Voters in Harris County, Texas, have come out in force during this year's early voting period, surpassing voter turnout for the entire 2014 midterm election season and positioning the county to possibly see 1 million voters for the first time in a midterm election.
By the end of Thursday, the Harris County Clerk’s Office reported 64,343 ballots had been cast, with another 3,656 arriving by mail, bringing the total to 755,877, the Houston Chronicle reported. Harris County includes Houston.
The county operates 46 early voting locations, and more than 700 polling places will be open Tuesday.
The turnout is so unprecedented that researchers are now viewing the election in the same lens as a general election, which tends to draw more voters to the polls.
“This is the first time we’re going to have a presidential-type vote, where you’re going to see the majority of voters casting their ballots early,” said Hector de Leon, spokesman for the clerk’s office.
Nationwide, more than 4.3 million Americans have already voted.

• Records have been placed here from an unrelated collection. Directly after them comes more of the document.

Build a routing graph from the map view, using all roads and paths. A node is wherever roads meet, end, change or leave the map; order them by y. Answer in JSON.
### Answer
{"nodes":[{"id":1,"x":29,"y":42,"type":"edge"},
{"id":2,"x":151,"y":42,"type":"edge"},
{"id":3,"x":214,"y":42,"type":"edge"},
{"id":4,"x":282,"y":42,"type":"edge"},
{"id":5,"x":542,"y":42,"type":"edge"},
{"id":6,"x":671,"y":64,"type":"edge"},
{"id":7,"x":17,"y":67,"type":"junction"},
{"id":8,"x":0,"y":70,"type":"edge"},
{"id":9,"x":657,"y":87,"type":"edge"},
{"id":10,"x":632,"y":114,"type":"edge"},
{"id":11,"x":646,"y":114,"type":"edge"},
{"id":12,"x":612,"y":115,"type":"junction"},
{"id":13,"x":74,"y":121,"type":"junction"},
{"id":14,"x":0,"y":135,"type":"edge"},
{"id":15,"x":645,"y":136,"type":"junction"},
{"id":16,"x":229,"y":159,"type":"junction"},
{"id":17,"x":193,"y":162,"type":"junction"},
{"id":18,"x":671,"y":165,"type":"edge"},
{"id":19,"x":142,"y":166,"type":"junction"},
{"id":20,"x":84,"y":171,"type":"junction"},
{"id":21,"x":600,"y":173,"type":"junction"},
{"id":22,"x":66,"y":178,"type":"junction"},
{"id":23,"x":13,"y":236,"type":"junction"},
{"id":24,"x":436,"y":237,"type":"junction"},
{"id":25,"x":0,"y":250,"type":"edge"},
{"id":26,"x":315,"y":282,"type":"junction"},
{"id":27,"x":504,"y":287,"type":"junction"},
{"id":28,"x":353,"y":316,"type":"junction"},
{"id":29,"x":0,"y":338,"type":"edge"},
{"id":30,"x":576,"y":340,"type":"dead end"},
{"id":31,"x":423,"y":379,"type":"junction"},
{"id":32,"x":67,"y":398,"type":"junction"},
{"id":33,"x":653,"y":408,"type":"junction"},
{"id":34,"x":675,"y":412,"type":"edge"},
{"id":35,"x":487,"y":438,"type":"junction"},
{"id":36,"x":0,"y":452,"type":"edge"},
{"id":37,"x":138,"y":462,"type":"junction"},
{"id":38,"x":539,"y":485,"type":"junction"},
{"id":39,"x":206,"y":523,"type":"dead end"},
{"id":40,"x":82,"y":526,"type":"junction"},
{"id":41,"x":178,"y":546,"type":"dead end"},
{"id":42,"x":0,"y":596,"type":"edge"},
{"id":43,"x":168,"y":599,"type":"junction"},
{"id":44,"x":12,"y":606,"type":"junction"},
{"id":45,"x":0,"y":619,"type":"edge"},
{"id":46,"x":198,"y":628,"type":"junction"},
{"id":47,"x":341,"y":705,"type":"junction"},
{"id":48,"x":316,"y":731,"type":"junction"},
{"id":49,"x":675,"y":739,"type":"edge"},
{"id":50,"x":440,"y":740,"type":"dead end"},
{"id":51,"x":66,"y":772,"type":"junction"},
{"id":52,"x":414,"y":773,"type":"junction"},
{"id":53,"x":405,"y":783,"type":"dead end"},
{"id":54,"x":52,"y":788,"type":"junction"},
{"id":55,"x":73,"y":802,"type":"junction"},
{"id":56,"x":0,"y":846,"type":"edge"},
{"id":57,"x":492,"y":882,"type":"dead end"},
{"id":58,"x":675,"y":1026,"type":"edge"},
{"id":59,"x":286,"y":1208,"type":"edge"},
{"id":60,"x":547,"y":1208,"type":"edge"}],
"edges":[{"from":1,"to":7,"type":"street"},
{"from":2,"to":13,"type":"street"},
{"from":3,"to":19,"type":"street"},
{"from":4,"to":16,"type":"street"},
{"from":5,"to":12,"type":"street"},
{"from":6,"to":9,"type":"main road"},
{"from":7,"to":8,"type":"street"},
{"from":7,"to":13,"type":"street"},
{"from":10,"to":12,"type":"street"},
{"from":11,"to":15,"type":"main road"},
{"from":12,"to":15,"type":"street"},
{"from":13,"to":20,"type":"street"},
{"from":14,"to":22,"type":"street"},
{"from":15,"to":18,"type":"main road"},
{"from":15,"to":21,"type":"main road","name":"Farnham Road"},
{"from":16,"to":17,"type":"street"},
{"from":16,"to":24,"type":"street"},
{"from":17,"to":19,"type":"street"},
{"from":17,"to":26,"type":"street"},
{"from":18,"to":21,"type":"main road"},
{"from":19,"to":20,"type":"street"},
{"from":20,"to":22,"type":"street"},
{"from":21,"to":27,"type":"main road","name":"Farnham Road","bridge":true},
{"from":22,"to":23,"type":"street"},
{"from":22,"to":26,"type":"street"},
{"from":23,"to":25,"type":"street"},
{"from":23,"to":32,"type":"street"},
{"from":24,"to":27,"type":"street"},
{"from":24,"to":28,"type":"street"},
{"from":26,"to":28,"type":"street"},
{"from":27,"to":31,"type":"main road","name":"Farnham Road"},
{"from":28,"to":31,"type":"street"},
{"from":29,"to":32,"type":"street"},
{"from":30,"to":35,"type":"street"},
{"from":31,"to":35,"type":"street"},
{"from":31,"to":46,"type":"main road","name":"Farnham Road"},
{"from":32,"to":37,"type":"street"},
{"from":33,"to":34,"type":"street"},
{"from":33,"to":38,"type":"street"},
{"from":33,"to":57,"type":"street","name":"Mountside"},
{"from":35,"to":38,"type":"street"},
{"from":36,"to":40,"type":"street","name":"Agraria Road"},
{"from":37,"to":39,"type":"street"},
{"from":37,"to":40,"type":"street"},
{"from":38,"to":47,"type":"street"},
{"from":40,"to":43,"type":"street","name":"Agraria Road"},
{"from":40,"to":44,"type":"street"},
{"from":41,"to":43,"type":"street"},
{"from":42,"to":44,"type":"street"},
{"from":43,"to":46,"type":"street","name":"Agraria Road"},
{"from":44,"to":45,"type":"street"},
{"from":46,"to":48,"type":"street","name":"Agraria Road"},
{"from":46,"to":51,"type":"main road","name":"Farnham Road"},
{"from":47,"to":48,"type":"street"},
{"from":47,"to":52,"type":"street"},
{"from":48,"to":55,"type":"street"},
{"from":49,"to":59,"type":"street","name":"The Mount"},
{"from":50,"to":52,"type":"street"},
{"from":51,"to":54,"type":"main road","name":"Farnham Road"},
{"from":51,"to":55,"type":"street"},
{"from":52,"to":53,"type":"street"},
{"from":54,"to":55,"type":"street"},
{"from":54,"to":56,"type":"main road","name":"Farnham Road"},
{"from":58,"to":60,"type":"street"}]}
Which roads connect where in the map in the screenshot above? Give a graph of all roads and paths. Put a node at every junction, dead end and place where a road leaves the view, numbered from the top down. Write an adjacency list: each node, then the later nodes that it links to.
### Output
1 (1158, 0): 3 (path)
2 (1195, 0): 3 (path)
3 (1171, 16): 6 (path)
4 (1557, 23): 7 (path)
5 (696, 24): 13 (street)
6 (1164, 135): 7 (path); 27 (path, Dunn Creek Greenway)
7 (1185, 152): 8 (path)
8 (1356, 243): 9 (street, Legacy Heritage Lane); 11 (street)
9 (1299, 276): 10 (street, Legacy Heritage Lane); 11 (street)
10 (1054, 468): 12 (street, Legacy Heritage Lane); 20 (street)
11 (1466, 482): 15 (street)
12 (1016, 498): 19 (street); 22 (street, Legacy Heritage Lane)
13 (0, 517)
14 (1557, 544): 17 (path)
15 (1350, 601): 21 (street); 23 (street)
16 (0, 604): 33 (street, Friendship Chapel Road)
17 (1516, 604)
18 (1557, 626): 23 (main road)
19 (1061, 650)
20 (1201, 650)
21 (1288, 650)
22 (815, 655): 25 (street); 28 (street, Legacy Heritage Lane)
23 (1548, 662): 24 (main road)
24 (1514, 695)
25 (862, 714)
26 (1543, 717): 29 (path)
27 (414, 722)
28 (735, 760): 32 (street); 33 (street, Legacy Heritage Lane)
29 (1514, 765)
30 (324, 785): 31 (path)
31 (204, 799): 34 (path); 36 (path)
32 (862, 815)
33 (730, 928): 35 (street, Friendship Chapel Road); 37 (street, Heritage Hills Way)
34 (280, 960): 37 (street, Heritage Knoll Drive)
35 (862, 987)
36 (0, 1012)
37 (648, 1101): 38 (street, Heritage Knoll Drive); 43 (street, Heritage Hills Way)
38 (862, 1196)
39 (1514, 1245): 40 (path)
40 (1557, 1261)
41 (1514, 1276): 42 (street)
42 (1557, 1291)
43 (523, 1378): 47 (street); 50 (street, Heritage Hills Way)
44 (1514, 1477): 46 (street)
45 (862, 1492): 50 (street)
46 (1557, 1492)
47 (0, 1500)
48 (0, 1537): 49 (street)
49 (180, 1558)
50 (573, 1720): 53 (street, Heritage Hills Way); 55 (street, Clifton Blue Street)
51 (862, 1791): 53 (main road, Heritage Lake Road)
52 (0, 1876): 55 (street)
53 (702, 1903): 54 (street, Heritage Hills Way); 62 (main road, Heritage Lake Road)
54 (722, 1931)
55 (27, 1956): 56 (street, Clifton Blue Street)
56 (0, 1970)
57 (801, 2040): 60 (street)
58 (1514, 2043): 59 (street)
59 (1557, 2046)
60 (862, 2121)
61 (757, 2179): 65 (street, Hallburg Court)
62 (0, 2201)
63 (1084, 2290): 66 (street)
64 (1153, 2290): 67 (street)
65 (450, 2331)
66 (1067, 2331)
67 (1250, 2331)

In past presidential years, two-thirds to three-fourths of voters cast early ballots, de Leon said. If average turnout on Friday comes in at around 60,500, the county could come close to or exceed 1 million ballots cast by the end of the election.
The spike in turnout appears to be driven in part by Hispanics, according to an analysis, de Leon said.
More than 16 percent of voters to date have Spanish surnames, a higher share than in any previous midterm election.